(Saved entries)
------------
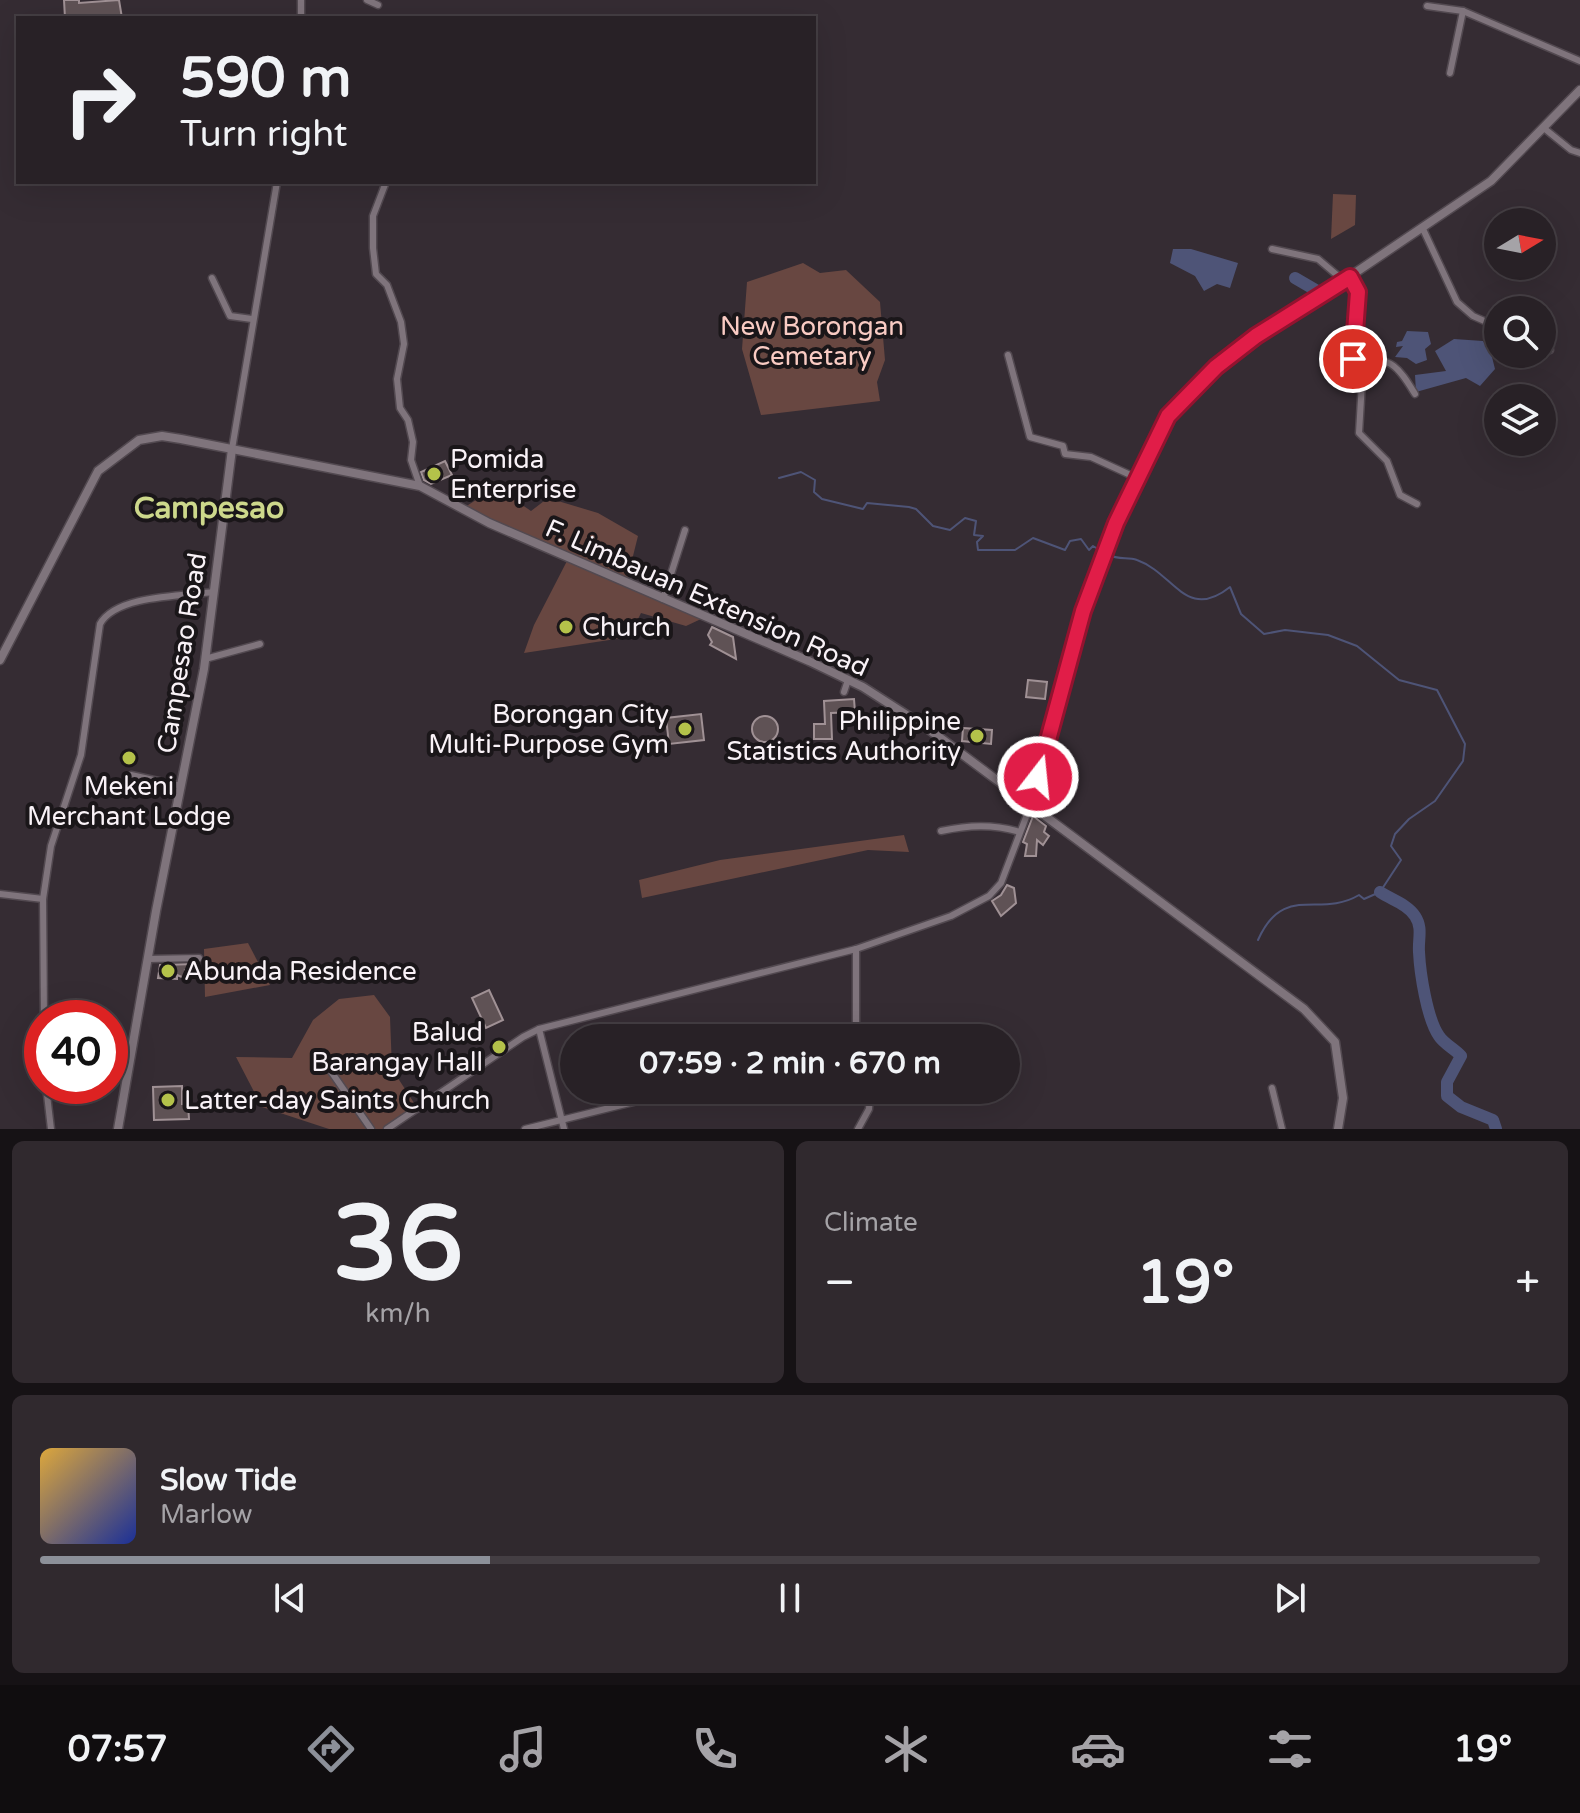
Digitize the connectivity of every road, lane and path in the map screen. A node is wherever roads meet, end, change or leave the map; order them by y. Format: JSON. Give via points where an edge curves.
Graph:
{"nodes":[{"id":1,"x":367,"y":0,"type":"edge"},
{"id":2,"x":378,"y":5,"type":"dead end"},
{"id":3,"x":1427,"y":6,"type":"dead end"},
{"id":4,"x":1463,"y":11,"type":"junction"},
{"id":5,"x":1580,"y":61,"type":"edge"},
{"id":6,"x":1450,"y":73,"type":"dead end"},
{"id":7,"x":1580,"y":90,"type":"edge"},
{"id":8,"x":1545,"y":129,"type":"junction"},
{"id":9,"x":1580,"y":153,"type":"edge"},
{"id":10,"x":277,"y":184,"type":"edge"},
{"id":11,"x":385,"y":184,"type":"edge"},
{"id":12,"x":1423,"y":229,"type":"junction"},
{"id":13,"x":1272,"y":249,"type":"dead end"},
{"id":14,"x":212,"y":278,"type":"dead end"},
{"id":15,"x":1347,"y":279,"type":"junction"},
{"id":16,"x":252,"y":319,"type":"junction"},
{"id":17,"x":1484,"y":321,"type":"edge"},
{"id":18,"x":1008,"y":355,"type":"dead end"},
{"id":19,"x":1363,"y":365,"type":"junction"},
{"id":20,"x":1415,"y":394,"type":"dead end"},
{"id":21,"x":232,"y":449,"type":"junction"},
{"id":22,"x":1137,"y":478,"type":"junction"},
{"id":23,"x":420,"y":486,"type":"junction"},
{"id":24,"x":1417,"y":504,"type":"dead end"},
{"id":25,"x":685,"y":530,"type":"dead end"},
{"id":26,"x":214,"y":592,"type":"junction"},
{"id":27,"x":663,"y":600,"type":"junction"},
{"id":28,"x":260,"y":644,"type":"dead end"},
{"id":29,"x":205,"y":659,"type":"junction"},
{"id":30,"x":0,"y":660,"type":"edge"},
{"id":31,"x":848,"y":680,"type":"junction"},
{"id":32,"x":844,"y":692,"type":"dead end"},
{"id":33,"x":131,"y":775,"type":"dead end"},
{"id":34,"x":181,"y":786,"type":"junction"},
{"id":35,"x":1031,"y":804,"type":"junction"},
{"id":36,"x":941,"y":831,"type":"dead end"},
{"id":37,"x":1020,"y":832,"type":"junction"},
{"id":38,"x":0,"y":894,"type":"edge"},
{"id":39,"x":43,"y":899,"type":"junction"},
{"id":40,"x":856,"y":949,"type":"junction"},
{"id":41,"x":199,"y":958,"type":"dead end"},
{"id":42,"x":148,"y":959,"type":"junction"},
{"id":43,"x":44,"y":1000,"type":"edge"},
{"id":44,"x":856,"y":1024,"type":"edge"},
{"id":45,"x":539,"y":1029,"type":"junction"},
{"id":46,"x":330,"y":1070,"type":"dead end"},
{"id":47,"x":1272,"y":1088,"type":"dead end"},
{"id":48,"x":48,"y":1104,"type":"edge"},
{"id":49,"x":624,"y":1104,"type":"edge"},
{"id":50,"x":869,"y":1104,"type":"edge"},
{"id":51,"x":561,"y":1119,"type":"junction"},
{"id":52,"x":51,"y":1129,"type":"edge"},
{"id":53,"x":118,"y":1129,"type":"edge"},
{"id":54,"x":371,"y":1129,"type":"edge"},
{"id":55,"x":387,"y":1129,"type":"edge"},
{"id":56,"x":525,"y":1129,"type":"edge"},
{"id":57,"x":564,"y":1129,"type":"edge"},
{"id":58,"x":858,"y":1129,"type":"edge"},
{"id":59,"x":1282,"y":1129,"type":"edge"},
{"id":60,"x":1338,"y":1129,"type":"edge"}],
"edges":[{"from":1,"to":2,"type":"street"},
{"from":3,"to":4,"type":"street"},
{"from":4,"to":5,"type":"street"},
{"from":4,"to":6,"type":"street"},
{"from":7,"to":8,"type":"street"},
{"from":8,"to":9,"type":"street"},
{"from":8,"to":12,"type":"street","via":[[1491,181]]},
{"from":10,"to":16,"type":"street","name":"Campesao Road"},
{"from":11,"to":23,"type":"street","via":[[373,216],[373,248],[376,274],[387,285],[401,322],[400,408],[408,420],[411,460]]},
{"from":12,"to":15,"type":"street"},
{"from":12,"to":17,"type":"street","via":[[1457,302]]},
{"from":13,"to":15,"type":"street","via":[[1318,259]]},
{"from":14,"to":16,"type":"street","via":[[230,316]]},
{"from":15,"to":19,"type":"street","via":[[1358,292],[1353,359]]},
{"from":15,"to":22,"type":"street","via":[[1278,320],[1216,367],[1168,416]]},
{"from":16,"to":21,"type":"street","name":"Campesao Road"},
{"from":18,"to":22,"type":"street","via":[[1030,437]]},
{"from":19,"to":20,"type":"street","via":[[1385,361],[1398,366]]},
{"from":19,"to":24,"type":"street","via":[[1359,433],[1387,461],[1400,495]]},
{"from":21,"to":23,"type":"street","name":"F. Limbauan Extension Road"},
{"from":21,"to":26,"type":"street","name":"Campesao Road"},
{"from":21,"to":30,"type":"street","name":"F. Limbauan Extension Road","via":[[162,436],[139,440],[98,471]]},
{"from":22,"to":35,"type":"street","via":[[1073,643]]},
{"from":23,"to":27,"type":"street","name":"F. Limbauan Extension Road","via":[[489,523]]},
{"from":25,"to":27,"type":"street"},
{"from":26,"to":29,"type":"street","name":"Campesao Road"},
{"from":26,"to":39,"type":"street","via":[[136,601],[106,613],[100,624],[81,755],[51,846]]},
{"from":27,"to":31,"type":"street","name":"F. Limbauan Extension Road"},
{"from":28,"to":29,"type":"street"},
{"from":29,"to":34,"type":"street","name":"Campesao Road"},
{"from":31,"to":32,"type":"street"},
{"from":31,"to":35,"type":"street","name":"F. Limbauan Extension Road","via":[[927,728]]},
{"from":33,"to":34,"type":"street"},
{"from":34,"to":42,"type":"street","name":"Campesao Road"},
{"from":35,"to":37,"type":"street"},
{"from":35,"to":60,"type":"street","name":"F. Limbauan Extension Road","via":[[1304,1009],[1335,1042],[1343,1098]]},
{"from":36,"to":37,"type":"street","via":[[998,825]]},
{"from":37,"to":40,"type":"street","via":[[1001,883],[989,896],[951,916]]},
{"from":38,"to":39,"type":"street"},
{"from":39,"to":43,"type":"street"},
{"from":40,"to":44,"type":"street"},
{"from":40,"to":45,"type":"street"},
{"from":41,"to":42,"type":"street"},
{"from":42,"to":53,"type":"street","name":"Campesao Road"},
{"from":45,"to":51,"type":"street"},
{"from":45,"to":55,"type":"street"},
{"from":46,"to":54,"type":"street"},
{"from":47,"to":59,"type":"street"},
{"from":48,"to":52,"type":"street"},
{"from":49,"to":51,"type":"street"},
{"from":50,"to":58,"type":"street"},
{"from":51,"to":56,"type":"street"},
{"from":51,"to":57,"type":"street"}]}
------------
*Try it*. Each record above needs to be transcribed word for word, with its pictures omitted.

*Task result*.
Digitize the connectivity of every road, lane and path in the map screen. A node is wherever roads meet, end, change or leave the map; order them by y. Format: JSON. Give via points where an edge curves.
Graph:
{"nodes":[{"id":1,"x":367,"y":0,"type":"edge"},
{"id":2,"x":378,"y":5,"type":"dead end"},
{"id":3,"x":1427,"y":6,"type":"dead end"},
{"id":4,"x":1463,"y":11,"type":"junction"},
{"id":5,"x":1580,"y":61,"type":"edge"},
{"id":6,"x":1450,"y":73,"type":"dead end"},
{"id":7,"x":1580,"y":90,"type":"edge"},
{"id":8,"x":1545,"y":129,"type":"junction"},
{"id":9,"x":1580,"y":153,"type":"edge"},
{"id":10,"x":277,"y":184,"type":"edge"},
{"id":11,"x":385,"y":184,"type":"edge"},
{"id":12,"x":1423,"y":229,"type":"junction"},
{"id":13,"x":1272,"y":249,"type":"dead end"},
{"id":14,"x":212,"y":278,"type":"dead end"},
{"id":15,"x":1347,"y":279,"type":"junction"},
{"id":16,"x":252,"y":319,"type":"junction"},
{"id":17,"x":1484,"y":321,"type":"edge"},
{"id":18,"x":1008,"y":355,"type":"dead end"},
{"id":19,"x":1363,"y":365,"type":"junction"},
{"id":20,"x":1415,"y":394,"type":"dead end"},
{"id":21,"x":232,"y":449,"type":"junction"},
{"id":22,"x":1137,"y":478,"type":"junction"},
{"id":23,"x":420,"y":486,"type":"junction"},
{"id":24,"x":1417,"y":504,"type":"dead end"},
{"id":25,"x":685,"y":530,"type":"dead end"},
{"id":26,"x":214,"y":592,"type":"junction"},
{"id":27,"x":663,"y":600,"type":"junction"},
{"id":28,"x":260,"y":644,"type":"dead end"},
{"id":29,"x":205,"y":659,"type":"junction"},
{"id":30,"x":0,"y":660,"type":"edge"},
{"id":31,"x":848,"y":680,"type":"junction"},
{"id":32,"x":844,"y":692,"type":"dead end"},
{"id":33,"x":131,"y":775,"type":"dead end"},
{"id":34,"x":181,"y":786,"type":"junction"},
{"id":35,"x":1031,"y":804,"type":"junction"},
{"id":36,"x":941,"y":831,"type":"dead end"},
{"id":37,"x":1020,"y":832,"type":"junction"},
{"id":38,"x":0,"y":894,"type":"edge"},
{"id":39,"x":43,"y":899,"type":"junction"},
{"id":40,"x":856,"y":949,"type":"junction"},
{"id":41,"x":199,"y":958,"type":"dead end"},
{"id":42,"x":148,"y":959,"type":"junction"},
{"id":43,"x":44,"y":1000,"type":"edge"},
{"id":44,"x":856,"y":1024,"type":"edge"},
{"id":45,"x":539,"y":1029,"type":"junction"},
{"id":46,"x":330,"y":1070,"type":"dead end"},
{"id":47,"x":1272,"y":1088,"type":"dead end"},
{"id":48,"x":48,"y":1104,"type":"edge"},
{"id":49,"x":624,"y":1104,"type":"edge"},
{"id":50,"x":869,"y":1104,"type":"edge"},
{"id":51,"x":561,"y":1119,"type":"junction"},
{"id":52,"x":51,"y":1129,"type":"edge"},
{"id":53,"x":118,"y":1129,"type":"edge"},
{"id":54,"x":371,"y":1129,"type":"edge"},
{"id":55,"x":387,"y":1129,"type":"edge"},
{"id":56,"x":525,"y":1129,"type":"edge"},
{"id":57,"x":564,"y":1129,"type":"edge"},
{"id":58,"x":858,"y":1129,"type":"edge"},
{"id":59,"x":1282,"y":1129,"type":"edge"},
{"id":60,"x":1338,"y":1129,"type":"edge"}],
"edges":[{"from":1,"to":2,"type":"street"},
{"from":3,"to":4,"type":"street"},
{"from":4,"to":5,"type":"street"},
{"from":4,"to":6,"type":"street"},
{"from":7,"to":8,"type":"street"},
{"from":8,"to":9,"type":"street"},
{"from":8,"to":12,"type":"street","via":[[1491,181]]},
{"from":10,"to":16,"type":"street","name":"Campesao Road"},
{"from":11,"to":23,"type":"street","via":[[373,216],[373,248],[376,274],[387,285],[401,322],[400,408],[408,420],[411,460]]},
{"from":12,"to":15,"type":"street"},
{"from":12,"to":17,"type":"street","via":[[1457,302]]},
{"from":13,"to":15,"type":"street","via":[[1318,259]]},
{"from":14,"to":16,"type":"street","via":[[230,316]]},
{"from":15,"to":19,"type":"street","via":[[1358,292],[1353,359]]},
{"from":15,"to":22,"type":"street","via":[[1278,320],[1216,367],[1168,416]]},
{"from":16,"to":21,"type":"street","name":"Campesao Road"},
{"from":18,"to":22,"type":"street","via":[[1030,437]]},
{"from":19,"to":20,"type":"street","via":[[1385,361],[1398,366]]},
{"from":19,"to":24,"type":"street","via":[[1359,433],[1387,461],[1400,495]]},
{"from":21,"to":23,"type":"street","name":"F. Limbauan Extension Road"},
{"from":21,"to":26,"type":"street","name":"Campesao Road"},
{"from":21,"to":30,"type":"street","name":"F. Limbauan Extension Road","via":[[162,436],[139,440],[98,471]]},
{"from":22,"to":35,"type":"street","via":[[1073,643]]},
{"from":23,"to":27,"type":"street","name":"F. Limbauan Extension Road","via":[[489,523]]},
{"from":25,"to":27,"type":"street"},
{"from":26,"to":29,"type":"street","name":"Campesao Road"},
{"from":26,"to":39,"type":"street","via":[[136,601],[106,613],[100,624],[81,755],[51,846]]},
{"from":27,"to":31,"type":"street","name":"F. Limbauan Extension Road"},
{"from":28,"to":29,"type":"street"},
{"from":29,"to":34,"type":"street","name":"Campesao Road"},
{"from":31,"to":32,"type":"street"},
{"from":31,"to":35,"type":"street","name":"F. Limbauan Extension Road","via":[[927,728]]},
{"from":33,"to":34,"type":"street"},
{"from":34,"to":42,"type":"street","name":"Campesao Road"},
{"from":35,"to":37,"type":"street"},
{"from":35,"to":60,"type":"street","name":"F. Limbauan Extension Road","via":[[1304,1009],[1335,1042],[1343,1098]]},
{"from":36,"to":37,"type":"street","via":[[998,825]]},
{"from":37,"to":40,"type":"street","via":[[1001,883],[989,896],[951,916]]},
{"from":38,"to":39,"type":"street"},
{"from":39,"to":43,"type":"street"},
{"from":40,"to":44,"type":"street"},
{"from":40,"to":45,"type":"street"},
{"from":41,"to":42,"type":"street"},
{"from":42,"to":53,"type":"street","name":"Campesao Road"},
{"from":45,"to":51,"type":"street"},
{"from":45,"to":55,"type":"street"},
{"from":46,"to":54,"type":"street"},
{"from":47,"to":59,"type":"street"},
{"from":48,"to":52,"type":"street"},
{"from":49,"to":51,"type":"street"},
{"from":50,"to":58,"type":"street"},
{"from":51,"to":56,"type":"street"},
{"from":51,"to":57,"type":"street"}]}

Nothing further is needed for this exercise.